→ DATASET ENTRIES
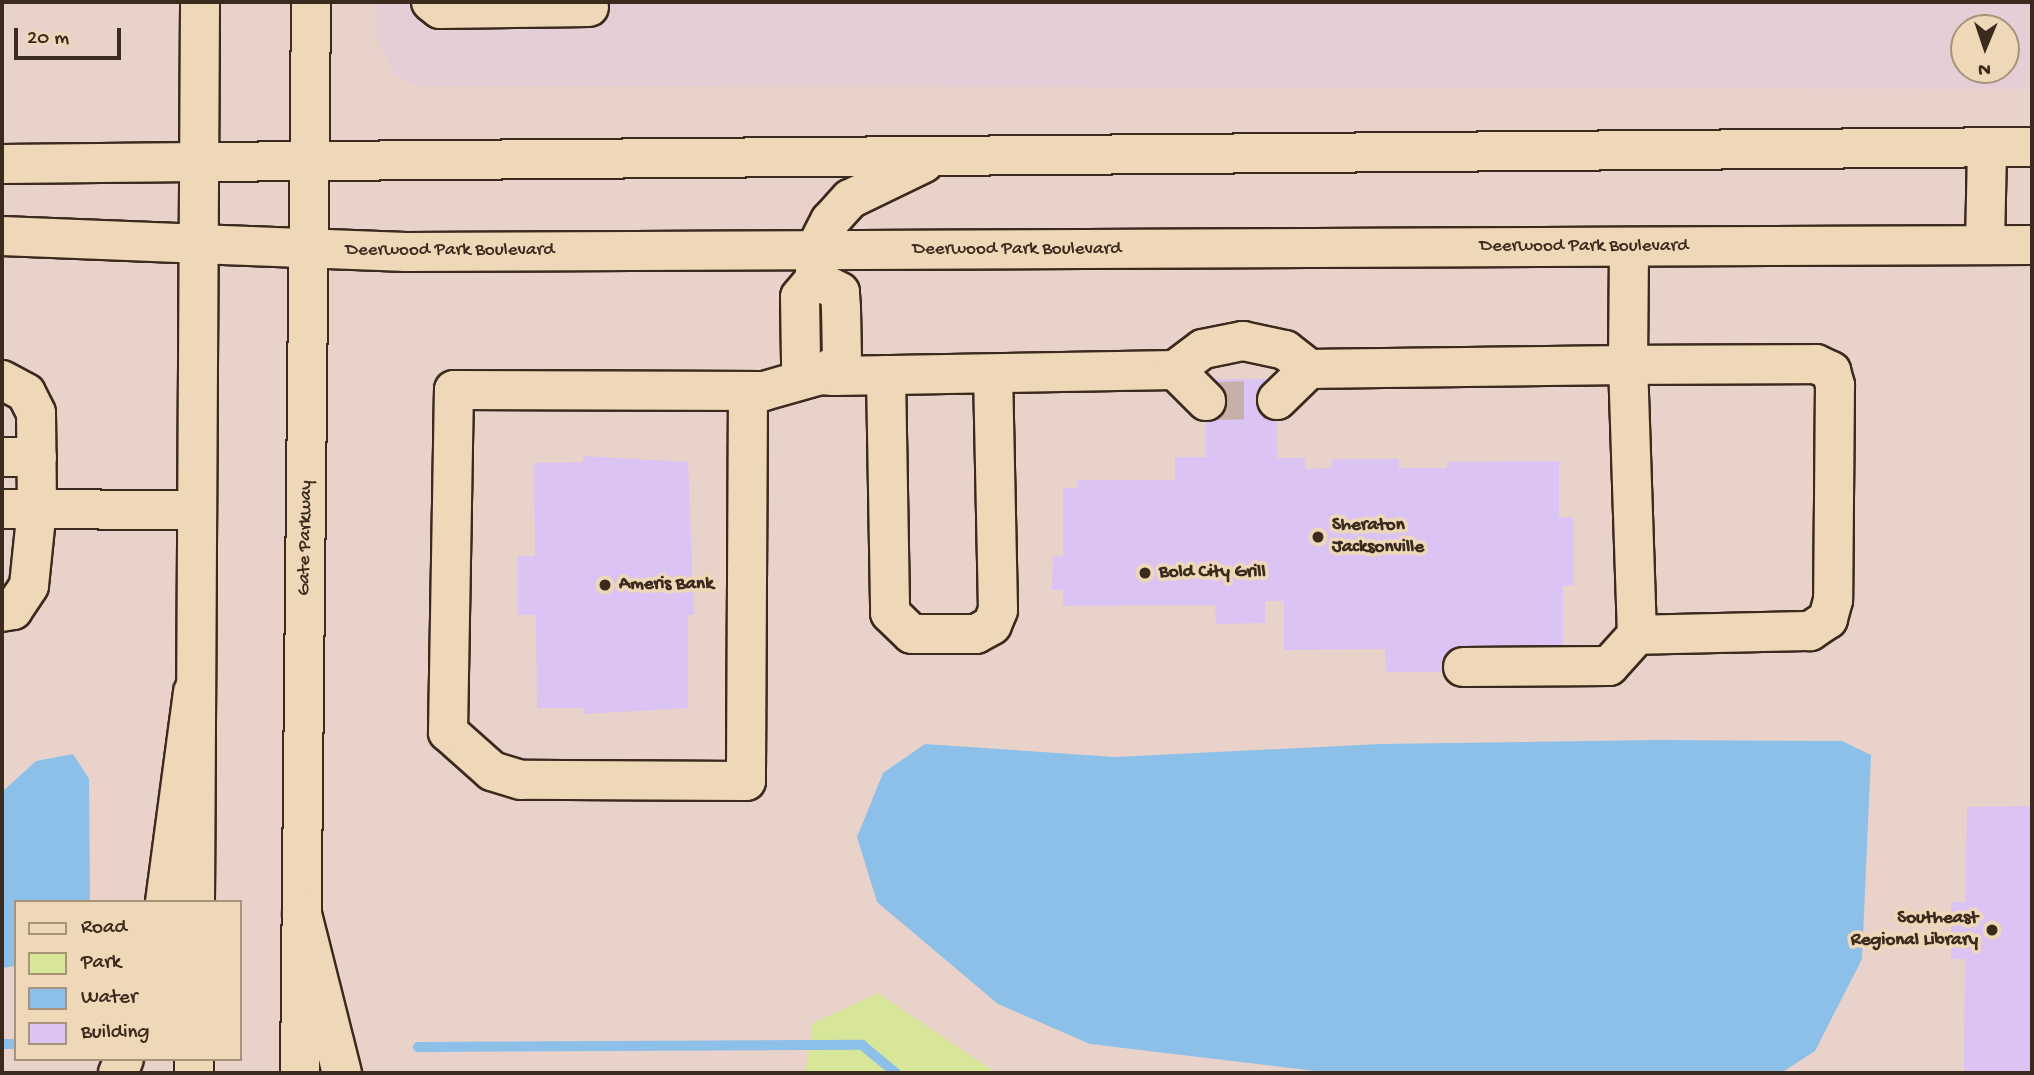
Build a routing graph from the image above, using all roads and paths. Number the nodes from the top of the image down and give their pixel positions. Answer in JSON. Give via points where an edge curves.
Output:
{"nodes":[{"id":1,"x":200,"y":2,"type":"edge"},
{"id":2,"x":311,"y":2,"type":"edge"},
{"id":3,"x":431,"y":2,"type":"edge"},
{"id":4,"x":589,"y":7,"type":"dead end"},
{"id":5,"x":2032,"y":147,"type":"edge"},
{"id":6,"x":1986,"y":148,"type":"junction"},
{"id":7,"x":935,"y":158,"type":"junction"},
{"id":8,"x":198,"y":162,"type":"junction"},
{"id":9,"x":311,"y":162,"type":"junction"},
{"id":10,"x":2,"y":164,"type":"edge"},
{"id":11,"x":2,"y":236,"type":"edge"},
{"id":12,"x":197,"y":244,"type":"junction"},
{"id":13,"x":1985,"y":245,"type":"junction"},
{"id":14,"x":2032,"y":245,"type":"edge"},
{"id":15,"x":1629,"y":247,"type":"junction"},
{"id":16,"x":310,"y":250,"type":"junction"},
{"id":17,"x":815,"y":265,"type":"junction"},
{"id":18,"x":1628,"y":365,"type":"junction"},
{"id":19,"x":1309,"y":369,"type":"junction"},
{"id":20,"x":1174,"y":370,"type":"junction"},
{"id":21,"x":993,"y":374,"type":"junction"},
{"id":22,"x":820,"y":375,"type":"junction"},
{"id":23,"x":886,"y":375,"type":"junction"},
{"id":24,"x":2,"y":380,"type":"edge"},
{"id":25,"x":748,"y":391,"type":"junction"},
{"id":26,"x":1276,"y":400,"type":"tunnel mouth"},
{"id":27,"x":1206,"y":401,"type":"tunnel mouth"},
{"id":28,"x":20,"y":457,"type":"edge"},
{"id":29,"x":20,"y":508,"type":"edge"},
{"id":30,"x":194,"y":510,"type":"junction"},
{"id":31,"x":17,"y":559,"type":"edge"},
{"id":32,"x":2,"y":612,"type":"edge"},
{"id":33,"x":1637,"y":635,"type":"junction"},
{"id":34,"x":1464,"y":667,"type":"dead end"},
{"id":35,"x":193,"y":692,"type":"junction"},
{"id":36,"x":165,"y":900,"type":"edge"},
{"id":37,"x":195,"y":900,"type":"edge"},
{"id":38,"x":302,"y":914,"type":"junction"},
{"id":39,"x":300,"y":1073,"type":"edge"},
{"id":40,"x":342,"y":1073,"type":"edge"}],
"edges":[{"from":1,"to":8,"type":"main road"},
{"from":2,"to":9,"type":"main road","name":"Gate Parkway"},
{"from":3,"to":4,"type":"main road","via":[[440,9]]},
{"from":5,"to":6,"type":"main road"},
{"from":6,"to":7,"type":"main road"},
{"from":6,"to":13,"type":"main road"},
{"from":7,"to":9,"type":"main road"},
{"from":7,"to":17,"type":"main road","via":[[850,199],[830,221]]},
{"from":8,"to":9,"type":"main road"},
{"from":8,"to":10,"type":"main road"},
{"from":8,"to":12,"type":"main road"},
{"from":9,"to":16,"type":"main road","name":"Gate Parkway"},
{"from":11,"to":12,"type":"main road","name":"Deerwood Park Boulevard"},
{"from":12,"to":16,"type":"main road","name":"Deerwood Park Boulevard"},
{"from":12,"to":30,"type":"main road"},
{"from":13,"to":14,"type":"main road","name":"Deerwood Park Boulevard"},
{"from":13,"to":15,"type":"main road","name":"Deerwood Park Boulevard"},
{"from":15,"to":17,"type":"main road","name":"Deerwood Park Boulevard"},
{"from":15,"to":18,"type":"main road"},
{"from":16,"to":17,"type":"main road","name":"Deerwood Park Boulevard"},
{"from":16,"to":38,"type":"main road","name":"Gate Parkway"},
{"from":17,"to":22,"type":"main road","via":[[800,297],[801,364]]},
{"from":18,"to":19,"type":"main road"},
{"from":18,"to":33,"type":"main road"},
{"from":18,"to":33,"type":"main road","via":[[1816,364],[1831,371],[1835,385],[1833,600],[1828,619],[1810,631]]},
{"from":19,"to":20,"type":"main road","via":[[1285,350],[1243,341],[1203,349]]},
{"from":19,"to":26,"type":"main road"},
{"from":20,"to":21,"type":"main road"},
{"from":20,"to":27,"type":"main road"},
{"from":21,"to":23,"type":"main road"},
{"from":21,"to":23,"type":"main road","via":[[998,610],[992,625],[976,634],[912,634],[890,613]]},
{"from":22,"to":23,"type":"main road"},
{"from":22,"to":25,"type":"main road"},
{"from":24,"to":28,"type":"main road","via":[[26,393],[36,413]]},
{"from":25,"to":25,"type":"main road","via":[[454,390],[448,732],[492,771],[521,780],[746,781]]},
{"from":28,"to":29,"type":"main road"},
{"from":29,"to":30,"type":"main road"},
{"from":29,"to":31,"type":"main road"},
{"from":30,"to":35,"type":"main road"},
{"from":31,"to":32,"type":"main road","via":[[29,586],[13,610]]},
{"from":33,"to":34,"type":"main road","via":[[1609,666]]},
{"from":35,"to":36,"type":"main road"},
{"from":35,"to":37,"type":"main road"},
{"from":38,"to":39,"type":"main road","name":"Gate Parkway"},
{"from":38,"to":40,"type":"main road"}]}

→ EXERCISE INSTRUCTIONS
Retype all entries exactly; omit pictures.

→ TASK OUTPUT
Build a routing graph from the image above, using all roads and paths. Number the nodes from the top of the image down and give their pixel positions. Answer in JSON. Give via points where an edge curves.
Output:
{"nodes":[{"id":1,"x":200,"y":2,"type":"edge"},
{"id":2,"x":311,"y":2,"type":"edge"},
{"id":3,"x":431,"y":2,"type":"edge"},
{"id":4,"x":589,"y":7,"type":"dead end"},
{"id":5,"x":2032,"y":147,"type":"edge"},
{"id":6,"x":1986,"y":148,"type":"junction"},
{"id":7,"x":935,"y":158,"type":"junction"},
{"id":8,"x":198,"y":162,"type":"junction"},
{"id":9,"x":311,"y":162,"type":"junction"},
{"id":10,"x":2,"y":164,"type":"edge"},
{"id":11,"x":2,"y":236,"type":"edge"},
{"id":12,"x":197,"y":244,"type":"junction"},
{"id":13,"x":1985,"y":245,"type":"junction"},
{"id":14,"x":2032,"y":245,"type":"edge"},
{"id":15,"x":1629,"y":247,"type":"junction"},
{"id":16,"x":310,"y":250,"type":"junction"},
{"id":17,"x":815,"y":265,"type":"junction"},
{"id":18,"x":1628,"y":365,"type":"junction"},
{"id":19,"x":1309,"y":369,"type":"junction"},
{"id":20,"x":1174,"y":370,"type":"junction"},
{"id":21,"x":993,"y":374,"type":"junction"},
{"id":22,"x":820,"y":375,"type":"junction"},
{"id":23,"x":886,"y":375,"type":"junction"},
{"id":24,"x":2,"y":380,"type":"edge"},
{"id":25,"x":748,"y":391,"type":"junction"},
{"id":26,"x":1276,"y":400,"type":"tunnel mouth"},
{"id":27,"x":1206,"y":401,"type":"tunnel mouth"},
{"id":28,"x":20,"y":457,"type":"edge"},
{"id":29,"x":20,"y":508,"type":"edge"},
{"id":30,"x":194,"y":510,"type":"junction"},
{"id":31,"x":17,"y":559,"type":"edge"},
{"id":32,"x":2,"y":612,"type":"edge"},
{"id":33,"x":1637,"y":635,"type":"junction"},
{"id":34,"x":1464,"y":667,"type":"dead end"},
{"id":35,"x":193,"y":692,"type":"junction"},
{"id":36,"x":165,"y":900,"type":"edge"},
{"id":37,"x":195,"y":900,"type":"edge"},
{"id":38,"x":302,"y":914,"type":"junction"},
{"id":39,"x":300,"y":1073,"type":"edge"},
{"id":40,"x":342,"y":1073,"type":"edge"}],
"edges":[{"from":1,"to":8,"type":"main road"},
{"from":2,"to":9,"type":"main road","name":"Gate Parkway"},
{"from":3,"to":4,"type":"main road","via":[[440,9]]},
{"from":5,"to":6,"type":"main road"},
{"from":6,"to":7,"type":"main road"},
{"from":6,"to":13,"type":"main road"},
{"from":7,"to":9,"type":"main road"},
{"from":7,"to":17,"type":"main road","via":[[850,199],[830,221]]},
{"from":8,"to":9,"type":"main road"},
{"from":8,"to":10,"type":"main road"},
{"from":8,"to":12,"type":"main road"},
{"from":9,"to":16,"type":"main road","name":"Gate Parkway"},
{"from":11,"to":12,"type":"main road","name":"Deerwood Park Boulevard"},
{"from":12,"to":16,"type":"main road","name":"Deerwood Park Boulevard"},
{"from":12,"to":30,"type":"main road"},
{"from":13,"to":14,"type":"main road","name":"Deerwood Park Boulevard"},
{"from":13,"to":15,"type":"main road","name":"Deerwood Park Boulevard"},
{"from":15,"to":17,"type":"main road","name":"Deerwood Park Boulevard"},
{"from":15,"to":18,"type":"main road"},
{"from":16,"to":17,"type":"main road","name":"Deerwood Park Boulevard"},
{"from":16,"to":38,"type":"main road","name":"Gate Parkway"},
{"from":17,"to":22,"type":"main road","via":[[800,297],[801,364]]},
{"from":18,"to":19,"type":"main road"},
{"from":18,"to":33,"type":"main road"},
{"from":18,"to":33,"type":"main road","via":[[1816,364],[1831,371],[1835,385],[1833,600],[1828,619],[1810,631]]},
{"from":19,"to":20,"type":"main road","via":[[1285,350],[1243,341],[1203,349]]},
{"from":19,"to":26,"type":"main road"},
{"from":20,"to":21,"type":"main road"},
{"from":20,"to":27,"type":"main road"},
{"from":21,"to":23,"type":"main road"},
{"from":21,"to":23,"type":"main road","via":[[998,610],[992,625],[976,634],[912,634],[890,613]]},
{"from":22,"to":23,"type":"main road"},
{"from":22,"to":25,"type":"main road"},
{"from":24,"to":28,"type":"main road","via":[[26,393],[36,413]]},
{"from":25,"to":25,"type":"main road","via":[[454,390],[448,732],[492,771],[521,780],[746,781]]},
{"from":28,"to":29,"type":"main road"},
{"from":29,"to":30,"type":"main road"},
{"from":29,"to":31,"type":"main road"},
{"from":30,"to":35,"type":"main road"},
{"from":31,"to":32,"type":"main road","via":[[29,586],[13,610]]},
{"from":33,"to":34,"type":"main road","via":[[1609,666]]},
{"from":35,"to":36,"type":"main road"},
{"from":35,"to":37,"type":"main road"},
{"from":38,"to":39,"type":"main road","name":"Gate Parkway"},
{"from":38,"to":40,"type":"main road"}]}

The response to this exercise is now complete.